One source of organic mass in atmospheric aerosol particles, which may also contain surfactants, is bubble bursting at the ocean surface caused by breaking waves.  We are interested in: (1) how surfactants control and influence bubble-bursting at the ocean surface; (2) the sources, composition, and concentrations of surfactants in seawater and their regional and seasonal variations; and (3) how bubble scavenging and bursting affects surfactant properties in the resulting aerosol particles.  

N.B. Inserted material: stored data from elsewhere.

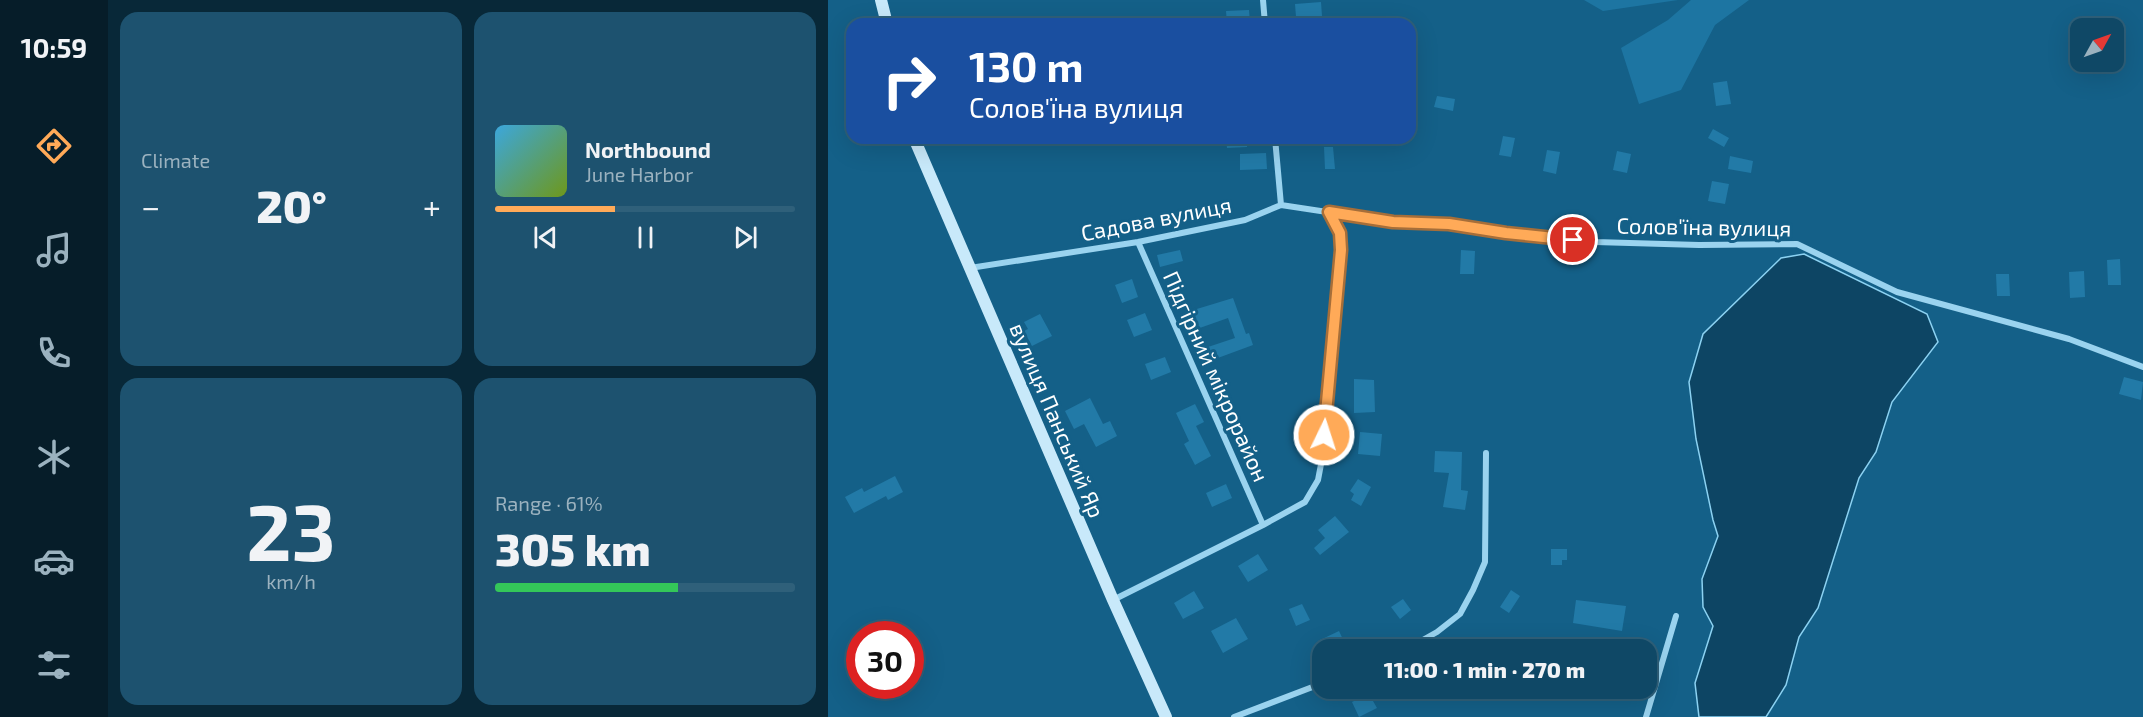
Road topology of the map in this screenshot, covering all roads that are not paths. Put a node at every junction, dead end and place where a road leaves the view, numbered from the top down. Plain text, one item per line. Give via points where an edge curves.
1 (881, 0) edge
2 (1263, 0) edge
3 (886, 18) edge
4 (1264, 18) edge
5 (917, 144) edge
6 (1276, 144) edge
7 (1281, 204) junction
8 (1329, 212) junction
9 (1138, 242) junction
10 (970, 268) junction
11 (2143, 367) edge
12 (1486, 453) dead end
13 (1263, 525) junction
14 (1113, 600) junction
15 (1676, 616) dead end
16 (1425, 639) edge
17 (1312, 687) edge
18 (1166, 717) edge
19 (1234, 717) edge
20 (1646, 717) edge

1 - 3 street
2 - 4 street
5 - 10 street, вулиця Панський Яр
6 - 7 street
7 - 8 street, Солов'їна вулиця
7 - 9 street, Садова вулиця via 1245,220
8 - 11 street, Солов'їна вулиця via 1595,242 1797,244 1898,292 2069,339
8 - 13 street via 1340,233 1341,250 1318,480 1305,502
9 - 10 street, Садова вулиця
9 - 13 street, Підгірний мікрорайон
10 - 14 street, вулиця Панський Яр
12 - 16 street via 1485,562 1460,614
13 - 14 street
14 - 18 street, вулиця Панський Яр
15 - 20 street
17 - 19 street

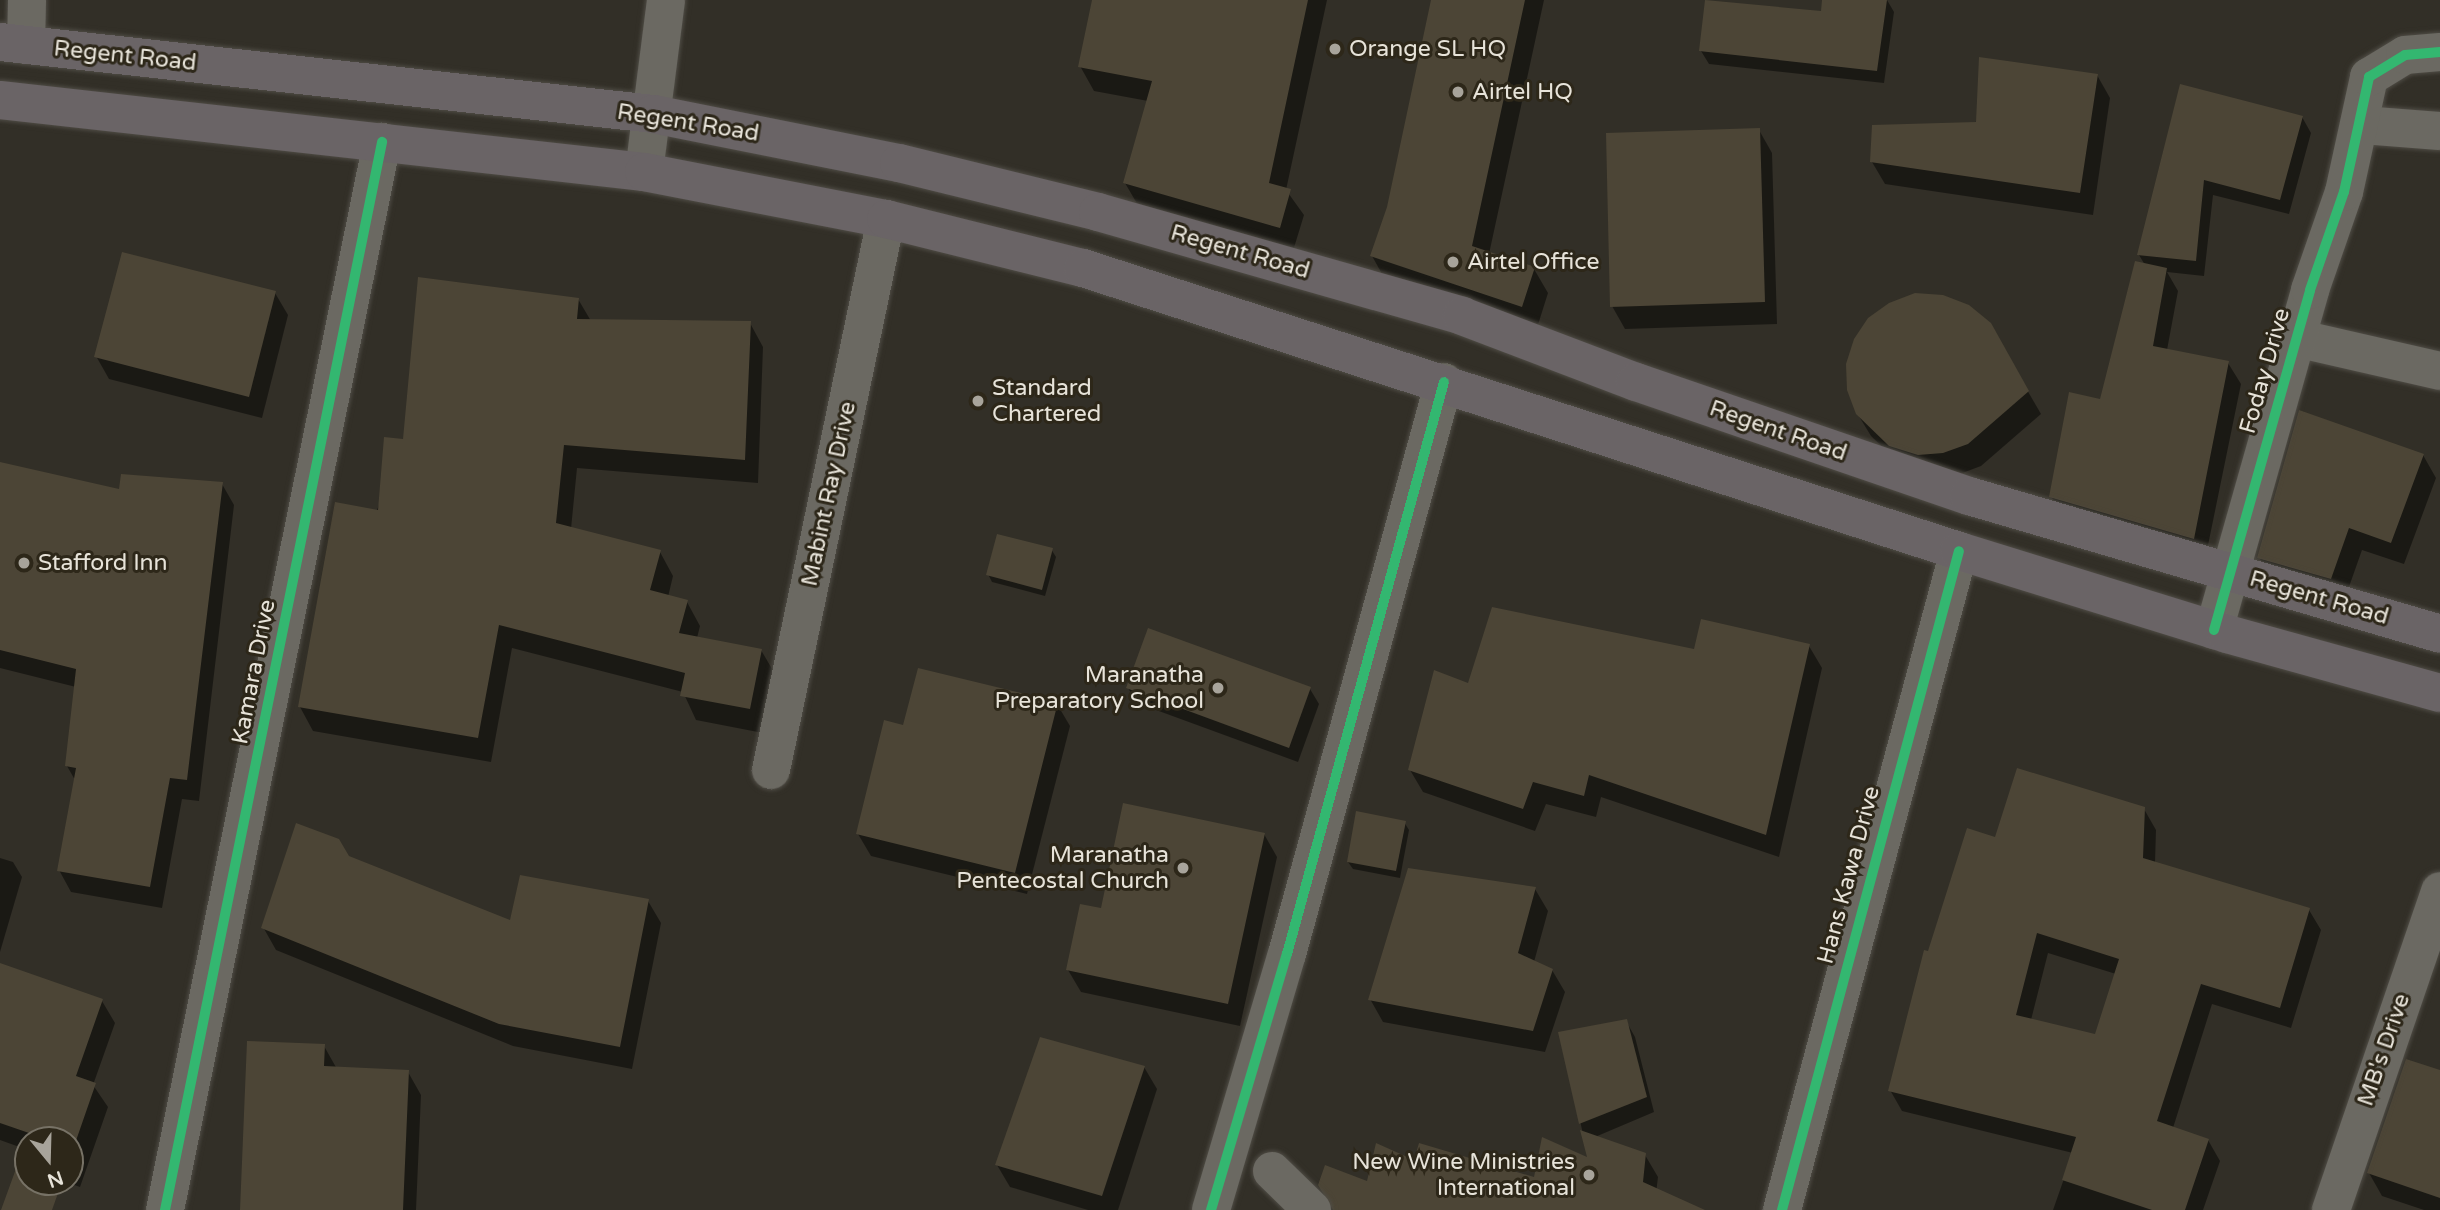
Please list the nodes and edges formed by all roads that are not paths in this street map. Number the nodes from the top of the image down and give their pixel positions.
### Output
1 (27, 0) edge
2 (666, 0) edge
3 (13, 44) edge
4 (2440, 52) edge
5 (0, 100) edge
6 (653, 114) junction
7 (2362, 125) junction
8 (2440, 131) edge
9 (382, 142) junction
10 (644, 172) junction
11 (886, 219) junction
12 (1156, 228) junction
13 (1142, 286) junction
14 (2296, 338) junction
15 (2440, 371) edge
16 (1444, 382) junction
17 (1959, 551) junction
18 (2231, 572) junction
19 (2214, 630) junction
20 (2440, 634) edge
21 (2440, 692) edge
22 (772, 770) dead end
23 (2440, 891) edge
24 (1272, 1171) dead end
25 (165, 1210) edge
26 (1211, 1210) edge
27 (1312, 1210) edge
28 (1782, 1210) edge
29 (2332, 1210) edge

1 - 3 street
2 - 6 street
3 - 6 main road, Regent Road
4 - 7 street, Foday Drive
5 - 9 main road
6 - 10 street
6 - 12 main road, Regent Road
7 - 8 street
7 - 14 street, Foday Drive
9 - 10 main road
9 - 25 street, Kamara Drive
10 - 11 main road
11 - 13 main road
11 - 22 street, Mabint Ray Drive
12 - 13 main road
12 - 18 main road, Regent Road
13 - 16 main road
14 - 15 street
14 - 18 street, Foday Drive
16 - 17 main road
16 - 26 street
17 - 19 main road
17 - 28 street, Hans Kawa Drive
18 - 19 street, Foday Drive
18 - 20 main road, Regent Road
19 - 21 main road
23 - 29 street, MB's Drive
24 - 27 street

Composition and concentration of surfactants in aerosol particles

We sample atmospheric aerosol particles in the field and those produced from model ocean systems. We use multiple techniques to measure: (1) the composition and concentration of surfactants in fresh, primary marine aerosol particles (both generated and atmospheric); and (2) the fraction of the surfactants that partition from the seawater to the aerosol particles, comparing the composition and types in each.

Effect of surfactants on cloud droplet formation, growth, and lifetime

The chemical composition of aerosol particles can affect their ability to activate into cloud droplets through their hygroscopicity and surface tension. We are interested in: (1) the influence of surfactants on the water uptake and lifetime of individual aerosol particles; and (2) understanding the influence of surfactants on both hygroscopicity and surface tension within single particles.

 

Field Work and Project Involvement

Recent Projects:

Skidaway 2018 
North Atlantic Marine Aerosol Cruise 2016 (data)

Previous Projects:

International Collaboration in Chemistry: Measuring the Effects of Surfactants on Cloud Microphysics 
Western Atlantic Climate Study 2012 (WACS)
Mt. Soledad Cloud and Boundary Layer Study 2012 (Soledad)
Eastern Pacific Emitted Aerosol Cloud Experiment 2011 (EPEACE)
Nexus between Climate Change and Air Quality in California 2010 (CalNex)
Biosphere Effects on AeRosols and Photochemistry Experiment 2007 and 2009 (BEARPEX
International Chemistry Experiment in the Arctic Lower Troposphere 2008 (ICEALOT)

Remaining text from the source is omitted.